Your answer must be the records below, reproduced exactly.

Available data
________________________
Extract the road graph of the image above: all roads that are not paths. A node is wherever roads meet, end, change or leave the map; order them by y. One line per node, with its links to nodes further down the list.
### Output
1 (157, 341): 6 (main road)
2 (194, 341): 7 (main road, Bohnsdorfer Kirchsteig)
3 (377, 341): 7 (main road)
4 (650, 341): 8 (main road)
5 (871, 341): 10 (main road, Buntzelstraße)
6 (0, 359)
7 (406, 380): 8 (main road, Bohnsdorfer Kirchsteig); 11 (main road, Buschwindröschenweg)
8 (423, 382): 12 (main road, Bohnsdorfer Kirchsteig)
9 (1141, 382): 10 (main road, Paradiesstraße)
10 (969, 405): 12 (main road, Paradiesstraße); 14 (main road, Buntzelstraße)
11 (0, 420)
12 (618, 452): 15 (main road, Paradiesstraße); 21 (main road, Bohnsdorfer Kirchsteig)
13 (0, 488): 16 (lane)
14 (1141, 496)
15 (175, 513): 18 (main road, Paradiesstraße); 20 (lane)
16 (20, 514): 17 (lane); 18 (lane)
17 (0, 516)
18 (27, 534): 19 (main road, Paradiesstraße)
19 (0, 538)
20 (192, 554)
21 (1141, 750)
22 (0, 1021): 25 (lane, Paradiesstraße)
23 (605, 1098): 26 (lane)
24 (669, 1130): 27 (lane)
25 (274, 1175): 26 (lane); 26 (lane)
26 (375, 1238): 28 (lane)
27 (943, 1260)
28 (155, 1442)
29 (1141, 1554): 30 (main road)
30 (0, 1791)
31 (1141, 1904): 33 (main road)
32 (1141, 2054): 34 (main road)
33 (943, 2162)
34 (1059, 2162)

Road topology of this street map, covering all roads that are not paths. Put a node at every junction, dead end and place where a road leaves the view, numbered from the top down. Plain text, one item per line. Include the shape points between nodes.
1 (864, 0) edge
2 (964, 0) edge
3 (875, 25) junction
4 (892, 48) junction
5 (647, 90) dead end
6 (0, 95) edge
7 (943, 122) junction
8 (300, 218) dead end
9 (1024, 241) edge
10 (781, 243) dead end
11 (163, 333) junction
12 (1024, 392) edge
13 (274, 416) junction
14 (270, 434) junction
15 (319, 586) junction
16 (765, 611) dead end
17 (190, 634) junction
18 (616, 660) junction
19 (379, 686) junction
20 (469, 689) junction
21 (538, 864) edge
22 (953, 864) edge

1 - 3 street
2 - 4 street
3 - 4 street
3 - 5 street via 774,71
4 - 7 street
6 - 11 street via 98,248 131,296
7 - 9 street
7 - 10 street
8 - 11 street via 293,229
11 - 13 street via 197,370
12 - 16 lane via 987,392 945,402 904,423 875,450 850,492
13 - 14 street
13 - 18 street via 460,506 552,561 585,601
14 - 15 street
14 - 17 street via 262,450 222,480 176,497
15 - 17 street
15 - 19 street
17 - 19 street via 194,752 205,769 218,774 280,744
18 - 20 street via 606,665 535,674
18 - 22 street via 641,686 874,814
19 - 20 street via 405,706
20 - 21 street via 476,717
________________________
Solution to this task
Extract the road graph of the image above: all roads that are not paths. A node is wherever roads meet, end, change or leave the map; order them by y. One line per node, with its links to nodes further down the list.
### Output
1 (157, 341): 6 (main road)
2 (194, 341): 7 (main road, Bohnsdorfer Kirchsteig)
3 (377, 341): 7 (main road)
4 (650, 341): 8 (main road)
5 (871, 341): 10 (main road, Buntzelstraße)
6 (0, 359)
7 (406, 380): 8 (main road, Bohnsdorfer Kirchsteig); 11 (main road, Buschwindröschenweg)
8 (423, 382): 12 (main road, Bohnsdorfer Kirchsteig)
9 (1141, 382): 10 (main road, Paradiesstraße)
10 (969, 405): 12 (main road, Paradiesstraße); 14 (main road, Buntzelstraße)
11 (0, 420)
12 (618, 452): 15 (main road, Paradiesstraße); 21 (main road, Bohnsdorfer Kirchsteig)
13 (0, 488): 16 (lane)
14 (1141, 496)
15 (175, 513): 18 (main road, Paradiesstraße); 20 (lane)
16 (20, 514): 17 (lane); 18 (lane)
17 (0, 516)
18 (27, 534): 19 (main road, Paradiesstraße)
19 (0, 538)
20 (192, 554)
21 (1141, 750)
22 (0, 1021): 25 (lane, Paradiesstraße)
23 (605, 1098): 26 (lane)
24 (669, 1130): 27 (lane)
25 (274, 1175): 26 (lane); 26 (lane)
26 (375, 1238): 28 (lane)
27 (943, 1260)
28 (155, 1442)
29 (1141, 1554): 30 (main road)
30 (0, 1791)
31 (1141, 1904): 33 (main road)
32 (1141, 2054): 34 (main road)
33 (943, 2162)
34 (1059, 2162)

Road topology of this street map, covering all roads that are not paths. Put a node at every junction, dead end and place where a road leaves the view, numbered from the top down. Plain text, one item per line. Include the shape points between nodes.
1 (864, 0) edge
2 (964, 0) edge
3 (875, 25) junction
4 (892, 48) junction
5 (647, 90) dead end
6 (0, 95) edge
7 (943, 122) junction
8 (300, 218) dead end
9 (1024, 241) edge
10 (781, 243) dead end
11 (163, 333) junction
12 (1024, 392) edge
13 (274, 416) junction
14 (270, 434) junction
15 (319, 586) junction
16 (765, 611) dead end
17 (190, 634) junction
18 (616, 660) junction
19 (379, 686) junction
20 (469, 689) junction
21 (538, 864) edge
22 (953, 864) edge

1 - 3 street
2 - 4 street
3 - 4 street
3 - 5 street via 774,71
4 - 7 street
6 - 11 street via 98,248 131,296
7 - 9 street
7 - 10 street
8 - 11 street via 293,229
11 - 13 street via 197,370
12 - 16 lane via 987,392 945,402 904,423 875,450 850,492
13 - 14 street
13 - 18 street via 460,506 552,561 585,601
14 - 15 street
14 - 17 street via 262,450 222,480 176,497
15 - 17 street
15 - 19 street
17 - 19 street via 194,752 205,769 218,774 280,744
18 - 20 street via 606,665 535,674
18 - 22 street via 641,686 874,814
19 - 20 street via 405,706
20 - 21 street via 476,717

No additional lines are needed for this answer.